◆ REQUIREMENT
"that" is the word to look for; copy each line of the listing where it occurs.

◆ EXERCISE MATERIALS
-- -- --
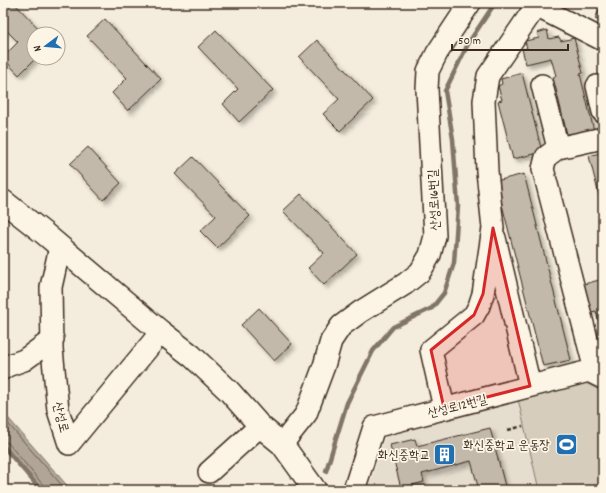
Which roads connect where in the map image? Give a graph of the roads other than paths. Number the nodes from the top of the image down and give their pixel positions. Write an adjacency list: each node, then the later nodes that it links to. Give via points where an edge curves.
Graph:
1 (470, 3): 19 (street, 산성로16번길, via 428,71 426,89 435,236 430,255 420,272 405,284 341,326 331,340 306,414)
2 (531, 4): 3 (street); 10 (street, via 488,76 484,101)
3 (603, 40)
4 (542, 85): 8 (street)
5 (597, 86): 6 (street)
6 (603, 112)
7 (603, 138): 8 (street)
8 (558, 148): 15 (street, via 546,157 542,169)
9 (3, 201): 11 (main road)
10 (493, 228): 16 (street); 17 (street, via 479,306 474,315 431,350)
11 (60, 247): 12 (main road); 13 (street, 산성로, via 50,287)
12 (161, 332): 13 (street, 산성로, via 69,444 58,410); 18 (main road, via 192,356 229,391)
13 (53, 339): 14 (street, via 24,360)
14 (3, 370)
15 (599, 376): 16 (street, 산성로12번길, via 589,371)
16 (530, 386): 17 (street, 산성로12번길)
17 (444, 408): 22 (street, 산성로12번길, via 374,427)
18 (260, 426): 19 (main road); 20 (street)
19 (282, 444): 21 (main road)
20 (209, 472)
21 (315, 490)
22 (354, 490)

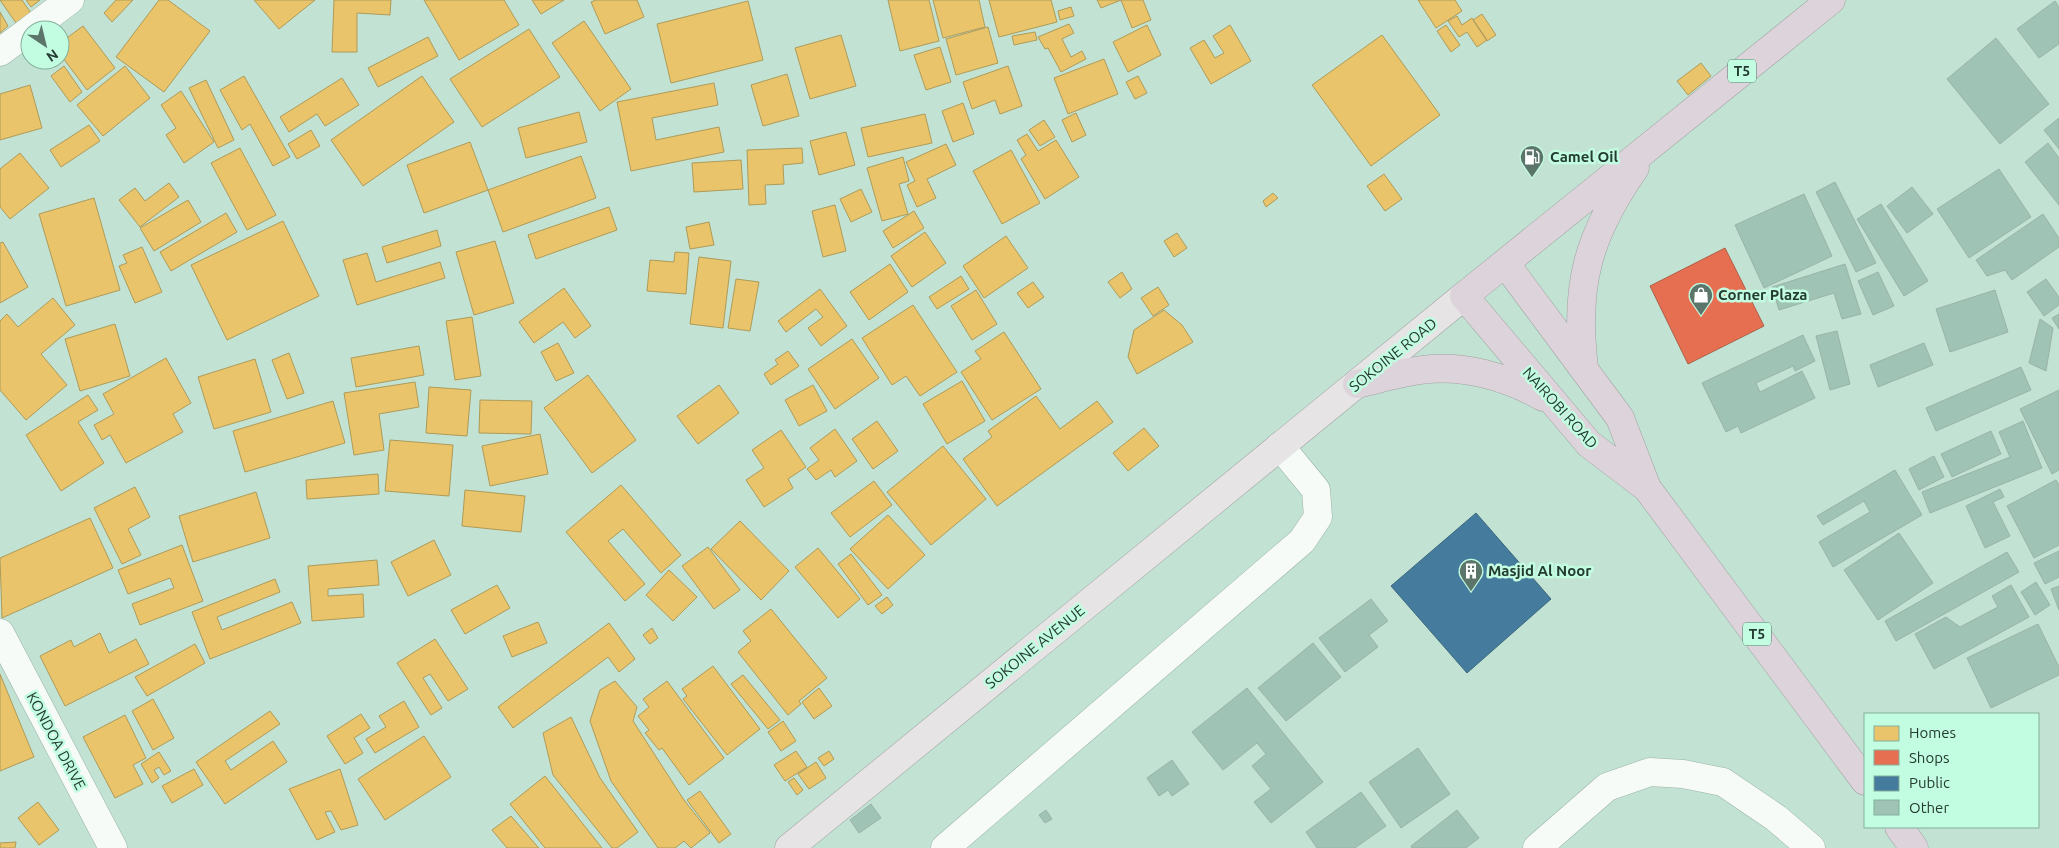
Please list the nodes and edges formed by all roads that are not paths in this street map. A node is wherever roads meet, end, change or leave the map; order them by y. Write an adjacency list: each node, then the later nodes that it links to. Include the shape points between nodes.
-- -- --
◆ OUTPUT OF THE EXERCISE
Which roads connect where in the map image? Give a graph of the roads other than paths. Number the nodes from the top of the image down and give their pixel positions. Write an adjacency list: each node, then the later nodes that it links to. Give via points where an edge curves.
Please list the nodes and edges formed by all roads that are not paths in this street map. A node is wherever roads meet, end, change or leave the map; order them by y. Write an adjacency list: each node, then the later nodes that it links to. Include the shape points between nodes.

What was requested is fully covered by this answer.